--- START ---

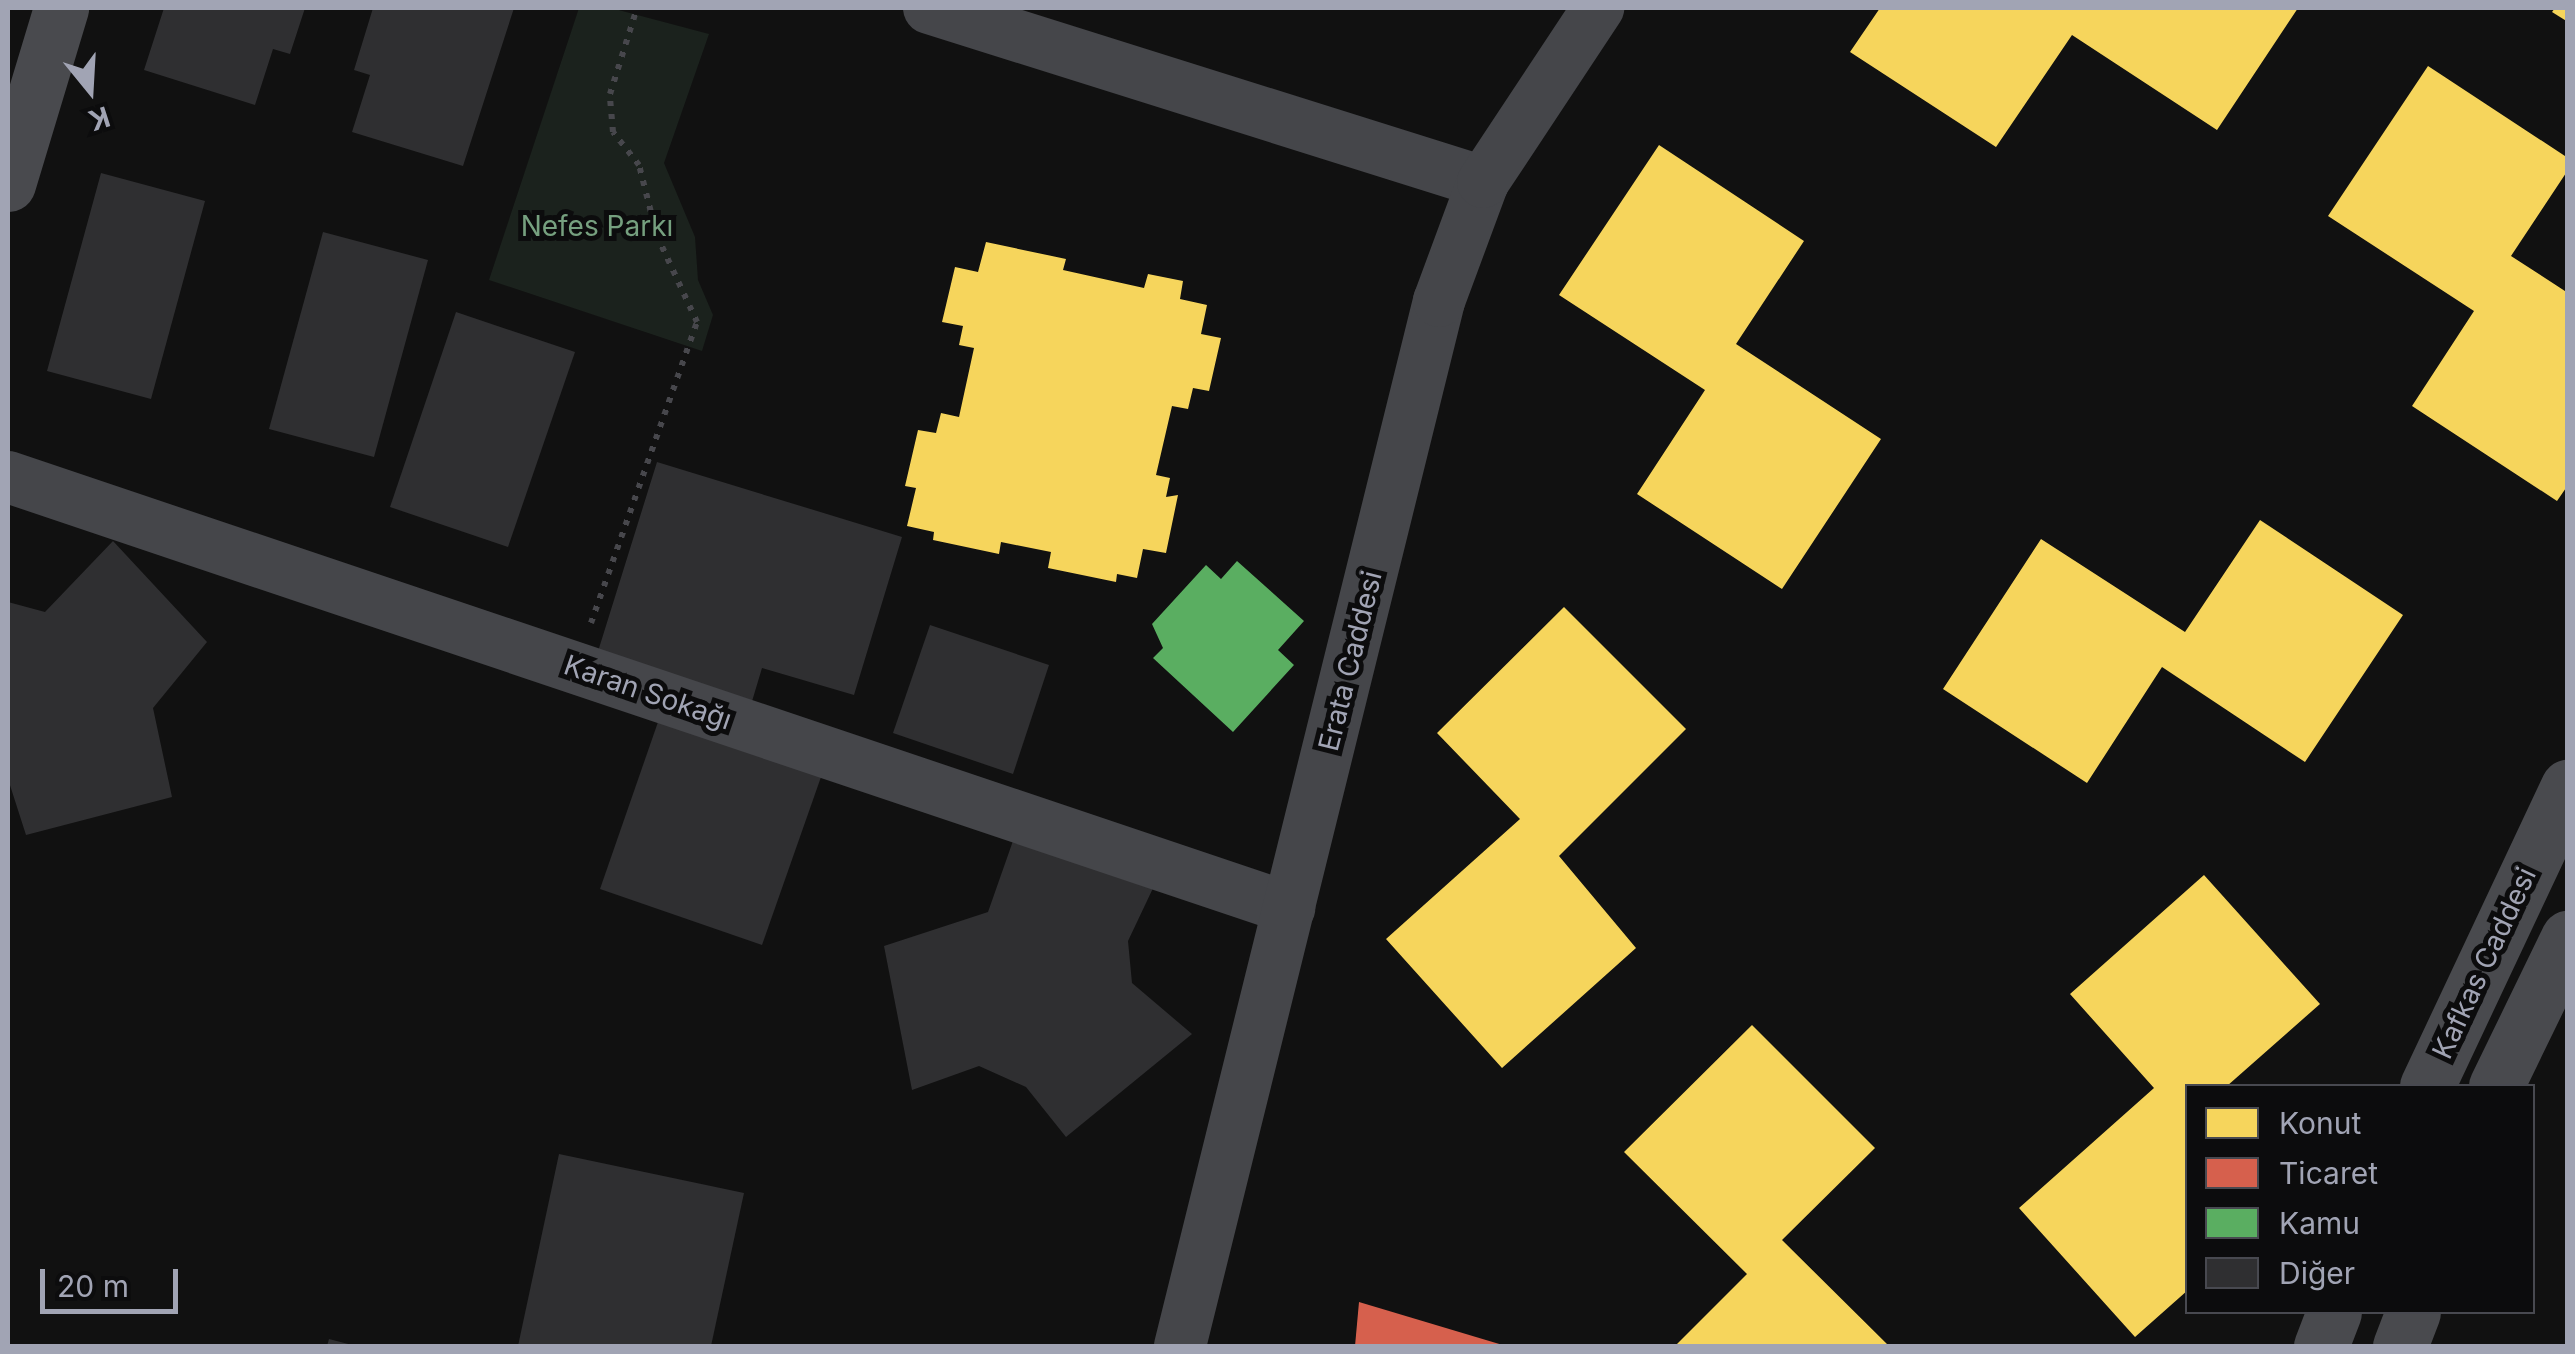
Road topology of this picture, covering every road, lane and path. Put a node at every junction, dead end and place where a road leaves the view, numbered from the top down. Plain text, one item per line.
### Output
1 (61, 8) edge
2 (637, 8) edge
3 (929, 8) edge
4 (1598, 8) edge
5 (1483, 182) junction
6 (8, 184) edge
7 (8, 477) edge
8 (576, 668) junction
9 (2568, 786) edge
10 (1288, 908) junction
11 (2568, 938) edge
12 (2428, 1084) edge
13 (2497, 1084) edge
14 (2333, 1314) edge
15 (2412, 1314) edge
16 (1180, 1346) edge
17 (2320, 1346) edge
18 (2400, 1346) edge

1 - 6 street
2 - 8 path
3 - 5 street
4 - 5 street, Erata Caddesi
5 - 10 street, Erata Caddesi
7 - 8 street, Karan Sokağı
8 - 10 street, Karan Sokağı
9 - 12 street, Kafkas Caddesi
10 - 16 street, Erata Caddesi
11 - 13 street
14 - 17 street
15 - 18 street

--- END ---

Leave out the pictures and return the listing exactly.

Road topology of this picture, covering every road, lane and path. Put a node at every junction, dead end and place where a road leaves the view, numbered from the top down. Plain text, one item per line.
### Output
1 (61, 8) edge
2 (637, 8) edge
3 (929, 8) edge
4 (1598, 8) edge
5 (1483, 182) junction
6 (8, 184) edge
7 (8, 477) edge
8 (576, 668) junction
9 (2568, 786) edge
10 (1288, 908) junction
11 (2568, 938) edge
12 (2428, 1084) edge
13 (2497, 1084) edge
14 (2333, 1314) edge
15 (2412, 1314) edge
16 (1180, 1346) edge
17 (2320, 1346) edge
18 (2400, 1346) edge

1 - 6 street
2 - 8 path
3 - 5 street
4 - 5 street, Erata Caddesi
5 - 10 street, Erata Caddesi
7 - 8 street, Karan Sokağı
8 - 10 street, Karan Sokağı
9 - 12 street, Kafkas Caddesi
10 - 16 street, Erata Caddesi
11 - 13 street
14 - 17 street
15 - 18 street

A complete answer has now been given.